Rheumatologists, who are doctors who specialise in handling autoimmune diseases, recommend the need for early diagnosis and treatment. They say that patients who are diagnosed early with autoimmune diseases and get appropriate treatment are less likely to experience life-altering conditions and may require less expensive therapies, which are often effective in the early window.
But more often than not, patients like Khaleck and Muturi are misdiagnosed and treated for other conditions before doctors eventually nail a diagnosis.
“There are very few specialists in the country who can diagnose these conditions, so if our bodies are constantly at war with themselves, whom then do we turn to?” asks Khaleck in exasperation. It took Muturi six months to be diagnosed.

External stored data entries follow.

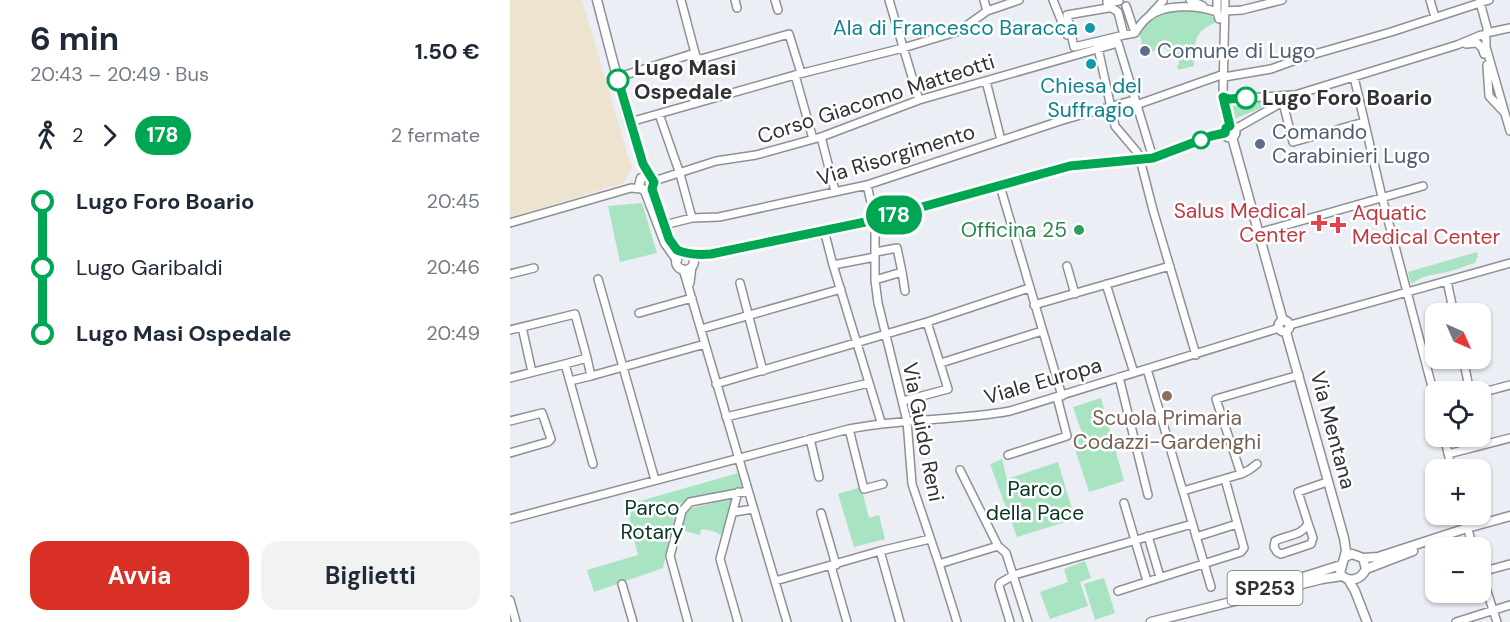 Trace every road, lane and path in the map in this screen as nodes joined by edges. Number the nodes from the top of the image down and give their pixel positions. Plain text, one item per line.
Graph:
1 (597, 0) edge
2 (681, 0) edge
3 (775, 0) edge
4 (889, 0) edge
5 (984, 0) edge
6 (1019, 0) edge
7 (1053, 0) edge
8 (1191, 0) edge
9 (1217, 0) edge
10 (1226, 0) edge
11 (1281, 0) edge
12 (1430, 0) edge
13 (1489, 0) edge
14 (1119, 1) edge
15 (1163, 1) edge
16 (1480, 2) junction
17 (1107, 4) edge
18 (1126, 6) dead end
19 (1208, 9) junction
20 (778, 10) dead end
21 (987, 11) junction
22 (1225, 11) junction
23 (1149, 15) junction
24 (1064, 16) junction
25 (1435, 17) junction
26 (1510, 29) edge
27 (1135, 33) junction
28 (1124, 35) junction
29 (1482, 39) junction
30 (1118, 43) junction
31 (903, 48) junction
32 (1098, 48) junction
33 (695, 53) junction
34 (1073, 55) junction
35 (1490, 67) junction
36 (798, 74) junction
37 (1224, 74) junction
38 (625, 75) dead end
39 (1354, 77) junction
40 (986, 81) junction
41 (1488, 81) junction
42 (1497, 81) junction
43 (1295, 95) junction
44 (1223, 97) junction
45 (919, 100) junction
46 (1498, 100) junction
47 (1135, 103) junction
48 (1283, 103) junction
49 (1112, 106) junction
50 (659, 114) junction
51 (1364, 122) junction
52 (630, 123) junction
53 (1231, 131) junction
54 (1510, 131) edge
55 (817, 138) junction
56 (1001, 140) junction
57 (1153, 158) junction
58 (1140, 159) junction
59 (680, 174) junction
60 (646, 184) junction
61 (867, 185) junction
62 (1000, 186) junction
63 (1423, 186) dead end
64 (836, 191) junction
65 (1382, 197) junction
66 (692, 218) junction
67 (875, 220) junction
68 (510, 223) edge
69 (664, 225) junction
70 (824, 230) junction
71 (1258, 233) junction
72 (875, 254) junction
73 (679, 256) junction
74 (693, 261) junction
75 (1510, 263) edge
76 (833, 266) junction
77 (1066, 266) dead end
78 (1170, 266) junction
79 (534, 268) dead end
80 (683, 269) junction
81 (902, 272) junction
82 (510, 274) edge
83 (598, 279) dead end
84 (875, 280) junction
85 (1447, 281) junction
86 (740, 283) dead end
87 (1106, 284) junction
88 (1029, 288) junction
89 (689, 289) junction
90 (841, 289) junction
91 (905, 291) dead end
92 (1408, 292) junction
93 (1075, 294) junction
94 (692, 298) junction
95 (1452, 303) edge
96 (1034, 305) junction
97 (639, 313) dead end
98 (748, 315) junction
99 (927, 322) junction
100 (1284, 326) junction
101 (522, 327) junction
102 (701, 329) junction
103 (510, 330) edge
104 (1042, 331) junction
105 (886, 335) junction
106 (858, 343) junction
107 (705, 344) junction
108 (1196, 354) junction
109 (587, 358) junction
110 (941, 363) junction
111 (565, 364) junction
112 (623, 367) junction
113 (1147, 369) junction
114 (763, 371) junction
115 (532, 372) junction
116 (1134, 373) junction
117 (1299, 375) junction
118 (591, 376) junction
119 (1119, 377) junction
120 (510, 378) edge
121 (570, 381) junction
122 (1431, 381) edge
123 (868, 383) junction
124 (716, 384) junction
125 (1510, 385) edge
126 (1491, 390) edge
127 (1060, 396) junction
128 (903, 401) junction
129 (726, 417) junction
130 (510, 421) edge
131 (907, 421) junction
132 (881, 422) junction
133 (849, 429) junction
134 (1510, 438) edge
135 (810, 439) junction
136 (1446, 447) edge
137 (510, 453) edge
138 (1448, 454) junction
139 (1008, 455) dead end
140 (738, 459) junction
141 (1449, 459) edge
142 (593, 464) dead end
143 (1257, 464) dead end
144 (960, 470) dead end
145 (1241, 474) junction
146 (819, 477) dead end
147 (1225, 479) junction
148 (656, 480) junction
149 (1324, 483) dead end
150 (883, 484) dead end
151 (748, 491) junction
152 (1183, 491) junction
153 (738, 492) junction
154 (1148, 495) dead end
155 (1124, 503) dead end
156 (753, 509) junction
157 (734, 512) junction
158 (821, 513) dead end
159 (1510, 516) edge
160 (510, 519) edge
161 (1510, 521) edge
162 (1308, 523) junction
163 (1192, 524) junction
164 (1237, 524) junction
165 (1467, 525) edge
166 (1468, 530) junction
167 (1148, 536) junction
168 (1196, 537) junction
169 (1470, 537) edge
170 (1344, 538) junction
171 (930, 539) junction
172 (1134, 540) junction
173 (998, 546) junction
174 (880, 551) junction
175 (1359, 556) junction
176 (1343, 561) junction
177 (1204, 563) junction
178 (939, 564) junction
179 (1510, 564) edge
180 (833, 565) junction
181 (1491, 569) edge
182 (1364, 573) junction
183 (1014, 575) junction
184 (1160, 577) junction
185 (1345, 578) junction
186 (775, 581) junction
187 (1147, 581) junction
188 (622, 584) dead end
189 (1210, 587) dead end
190 (1118, 591) dead end
191 (1491, 603) edge
192 (511, 604) edge
193 (1510, 605) edge
194 (1493, 610) junction
195 (1189, 612) junction
196 (1366, 618) edge
197 (516, 622) edge
198 (633, 622) edge
199 (688, 622) edge
200 (738, 622) edge
201 (787, 622) edge
202 (846, 622) edge
203 (900, 622) edge
204 (957, 622) edge
205 (1010, 622) edge
206 (1028, 622) edge
207 (1152, 622) edge
208 (1456, 622) edge
209 (1497, 622) edge

1 - 52 main road
2 - 33 street
3 - 20 street
4 - 31 street
5 - 21 street
6 - 21 street
7 - 24 street
8 - 19 street
9 - 19 street
10 - 22 street
11 - 22 street
12 - 25 street
13 - 16 street, Via Risorgimento
14 - 17 street
15 - 23 street
16 - 25 street, Via Risorgimento
16 - 29 street
17 - 24 street
17 - 28 street
18 - 27 street
19 - 23 street
21 - 31 street
22 - 37 street
23 - 27 street
24 - 28 street
24 - 34 street
25 - 37 street, Via Risorgimento
26 - 29 street
27 - 28 street
28 - 30 street
29 - 35 street
29 - 39 street
30 - 32 street
30 - 47 street
31 - 36 street
31 - 45 street
32 - 34 street, Corso Giacomo Matteotti
32 - 49 street
33 - 36 street
33 - 38 street
34 - 40 street, Corso Giacomo Matteotti
35 - 41 street
35 - 42 street
36 - 50 street
36 - 55 street
37 - 44 street
37 - 47 street, Via Risorgimento
39 - 43 street
39 - 51 street
40 - 45 street, Corso Giacomo Matteotti
40 - 56 street
41 - 42 street
41 - 46 street
42 - 46 street
43 - 44 street
43 - 48 street
44 - 53 street
45 - 55 street, Corso Giacomo Matteotti
46 - 54 street
47 - 49 street, Via Risorgimento
47 - 57 street
48 - 51 street
48 - 53 street
49 - 56 street, Via Risorgimento
49 - 58 street
50 - 52 street
50 - 59 street
51 - 65 street
52 - 60 main road
53 - 57 main road
53 - 71 main road, Via Mentana
55 - 59 street, Corso Giacomo Matteotti
55 - 64 street
56 - 61 street, Via Risorgimento
57 - 58 main road
58 - 62 main road
58 - 78 street
59 - 60 street, Corso Giacomo Matteotti
59 - 66 street
60 - 68 street
60 - 69 main road
60 - 73 main road
61 - 64 street, Via Risorgimento
61 - 67 street, Via Guido Reni
62 - 67 main road
62 - 88 street
63 - 65 street
64 - 66 street, Via Risorgimento
65 - 71 street
65 - 92 street
66 - 69 street, Via Risorgimento
67 - 70 main road
67 - 72 street, Via Guido Reni
69 - 73 main road
70 - 74 main road
70 - 76 street
71 - 100 main road, Via Mentana
72 - 76 street
72 - 81 street
72 - 84 street, Via Guido Reni
73 - 74 main road
73 - 80 main road
74 - 80 main road
74 - 89 street
75 - 85 street, Viale Europa
76 - 90 street
77 - 93 street
78 - 87 street
78 - 108 street
79 - 82 street
80 - 89 street
81 - 84 street
81 - 91 street
83 - 112 street
84 - 105 street, Via Guido Reni
85 - 92 street, Viale Europa
85 - 95 street
86 - 98 street
87 - 93 street
87 - 116 street
88 - 96 street
88 - 99 street
89 - 94 street
90 - 98 street
90 - 106 street
92 - 100 street, Viale Europa
92 - 122 street
93 - 96 street
94 - 97 street
94 - 102 street
96 - 104 street
98 - 102 street
98 - 114 street
99 - 105 street
99 - 110 street
100 - 108 street, Viale Europa
100 - 117 main road, Via Mentana
101 - 103 street
101 - 109 street
101 - 115 street
102 - 107 street
104 - 110 street
104 - 127 street
105 - 106 street
105 - 128 street, Via Guido Reni
106 - 114 street
106 - 123 street
107 - 112 street
107 - 124 street
108 - 113 street, Viale Europa
109 - 111 street
109 - 118 street
110 - 128 street
111 - 115 street
111 - 121 street
112 - 118 street
112 - 148 street
113 - 116 street, Viale Europa
113 - 152 street
114 - 124 street
115 - 120 street
116 - 119 street, Viale Europa
117 - 145 street
117 - 170 main road, Via Mentana
118 - 121 street
119 - 127 street, Viale Europa
119 - 154 street
121 - 142 street
123 - 129 street
123 - 132 street
124 - 129 street
125 - 126 street
127 - 131 street, Viale Europa
127 - 139 street
128 - 131 street, Via Guido Reni
129 - 140 street
130 - 137 street
131 - 132 street, Viale Europa
131 - 171 street, Via Guido Reni
132 - 133 street, Viale Europa
133 - 135 street, Viale Europa
133 - 150 street
134 - 138 street
135 - 140 street, Viale Europa
135 - 146 street
136 - 138 street
138 - 141 street
140 - 148 street, Viale Europa
140 - 151 street
143 - 145 street
144 - 173 street
145 - 147 street
147 - 152 street
147 - 164 street
148 - 160 street, Viale Europa
149 - 162 street
151 - 153 street
151 - 156 street
152 - 163 street
153 - 157 street
153 - 199 street
155 - 172 street
156 - 157 street
156 - 186 street
157 - 200 street
158 - 180 street
159 - 166 main road, SP253
161 - 166 main road, SP253
162 - 162 street
163 - 167 street
163 - 168 street
164 - 168 street
164 - 177 street
165 - 166 street
166 - 169 street
166 - 175 main road, SP253
166 - 182 main road, SP253
167 - 172 street
167 - 184 street
168 - 177 street
170 - 175 main road, Via Mentana
170 - 176 main road, Via Mentana
171 - 174 street
171 - 178 street, Via Guido Reni
172 - 183 street
172 - 187 street
173 - 178 street
173 - 183 street
174 - 180 street
174 - 203 street
175 - 176 main road, SP253
175 - 182 main road
176 - 185 main road
176 - 195 main road, SP253
177 - 184 street
177 - 189 street
178 - 204 street, Via Guido Reni
179 - 181 street
180 - 186 street
180 - 202 street
182 - 185 main road, SP253
182 - 196 main road
183 - 205 street
183 - 206 street
184 - 187 street
185 - 195 main road, SP253
185 - 196 main road
186 - 201 street
187 - 190 street
188 - 198 street
191 - 194 street
192 - 197 street
193 - 194 street
194 - 208 street
194 - 209 street
195 - 207 main road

“When the doctor eventually gave me a diagnosis, it felt like a burden had been taken off my shoulder because it confirmed that I was not crazy as some initial physicians whom I had visited wanted me to believe. That diagnosis actually confirmed that what I was feeling was real and that there was a name for the pain that was taking a toll on my body,” says Muturi.
In a bid to manage the high cost of treatment that comes with these conditions, financial experts advise patients with chronic conditions to at least have two in-patient medical covers from different insurers in order not to be grossly exposed. Additionally, they recommend coordinated care, where patients do not have to see specialists from different facilities in order to minimise gaps in care.
Severe lack of awareness among the medical community and the public, lack of data to inform policies, lack of coordinated care and limited allocation to fund research and development are said to be among the factors affecting management and treatment of this group of diseases.
Educating patients about the condition they have been diagnosed with also plays a big role in their treatment journey, and experts say patients who are well conversant with what is ailing them are likely to become more compliant to medication.
“Even after getting diagnosed, there was nothing much that happened to change my fortunes because this is a rare condition,” says Khaleck. “I wish I had been told by my doctor from the beginning about what was yet to come. They never told me that the disease would affect my physical appearance, and that I would also have reduced mobility.”
Rare diseases are not so rare anymore, and as they increasingly become a public health crisis and a significant portion of the rising cost of healthcare, there is need to address issues around the cost of managing them in order to facilitate continuity of care for patients.
For Muturi and Khaleck, that conversation needs to happen now.